Uji formil adalah upaya gugatan terhadap sebuah UU yang pembentukannya dinilai tidak sesuai aturan yang berlaku.
Hal ini berkaca pada sejarah putusan MK yang tidak pernah sekalipun mengabulkan uji formil, meski ada kasus UU dibentuk dengan prosedur yang cacat. Dari 34 putusan uji formil, semua tak dikabulkan dengan berbagai alasan
“Dari sekian banyak puluhan perkara uji formil itu belum pernah ada yang dikabulkan. Faktanya itu,” kata Wiwik kepada CNNIndonesia.com melalui sambungan telepon, Rabu (18/11).
Wiwik menjelaskan MK seharusnya mematuhi Undang-Undang Pembentukan Peraturan Perundang-undangan (P3) dalam uji formil UU Cipta Kerja.
Keberadaan UU P3 dinilai akan percuma jika aturan pembentukan UU yang benar tidak diterapkan dengan semestinya.
“Ini sebagai upaya saya untuk memberi satu masukan, pemikiran kepada pihak MK bahwa ada hukum acara, uji formil yang mendasar pada UU P3. Itu yang seharusnya dipatuhi, ditegakkan,” ucapnya.
Sementara dari pengalaman yang selama ini terjadi, lanjut Wiwik, MK cenderung memaklumi apabila ada proses pembuatan UU yang tidak sesuai dengan ketentuan pembentukan peraturan perundang-undangan.
“Sekarang saya balik pertanyakan. Lah terus apa gunanya ada UU P3 kalau itu kemudian tidak kita patuhi.

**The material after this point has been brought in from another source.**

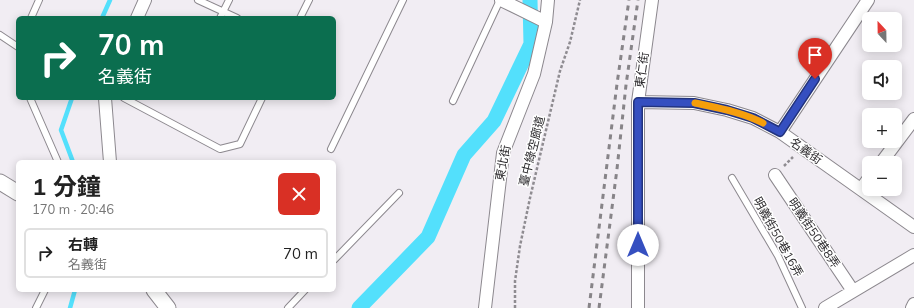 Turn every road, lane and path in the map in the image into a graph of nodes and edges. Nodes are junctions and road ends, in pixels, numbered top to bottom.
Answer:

Padahal UU P3 jadi satu guidance, rel pedoman pembentuk UU,” tuturnya.
Wiwik menilai sikap presiden dan DPR yang tak acuh melibatkan masyarakat dalam pembahasan UU merujuk ke tren uji formil yang tak pernah dikabulkan MK.
Dalam pembahasan UU Cipta Kerja di DPR, partisipasi masyarakat yang dilibatkan dinilai masih sangat minim. Padahal potensi masyarakat yang terdampak beleid tersebut sangat luas.
“Pemerintah dan DPR pastinya juga pahamlah sejarah putusan MK terkait uji formil seperti apa. Mungkin saja DPR dan presiden cukup PD (percaya diri) menjalankan proses seperti sekarang ini,” imbuhnya.
Untuk itu, penting bagi penggugat bisa menyajikan argumentasi dan bukti yang kuat supaya uji formil kali ini dikabulkan. Sebab, hakim biasanya akan merujuk ke putusan-putusan sebelumnya yang belum pernah mengabulkan uji formil UU Cipta Kerja.
“Kalau memang dalam putusan terbaru berbeda dengan putusan sebelumnya, maka tentu hakim akan menimbang dulu putusan sebelumnya. Di situ akan disebut argumentasi kenapa hakim sekarang berbeda dengan yang terdahulu,” jelasnya.
Sedangkan untuk uji materiil, konsep Omnibus Law yang dalam beleid tersebut membuat kemungkinan pembatalan seluruh UU sulit.
Uji materiil adalah gugatan terhadap substansi atau materi di dalam UU tertentu.
Merujuk pengalaman selama ini, Wiwik mengatakan, ada 11 UU yang dibatalkan MK melalui pengabulan uji materiil. Namun hal ini akan sulit diterapkan pada aturan yang tak hanya meliputi satu UU. UU Cipta Kerja diketahui memuat 78 UU.
“Kalau membatalkan UU kayaknya tidak mungkin, karena UUnya banyak, 78. Sementara persoalan materiil itu spesifik,” tambahnya.
Saat ini ada sejumlah perkara yang tengah diajukan ke MK terkait UU Cipta Kerja, baik formil maupun materiil.
Perkara independensi hakim MK pun sempat diperdebatkan usai menerima penghargaan Bintang Mahaputera dari Presiden Joko Widodo.
Pemberian penghargaan itu dikhawatirkan akan memengaruhi para hakim yang tengah memproses gugatan UU Cipta Kerja.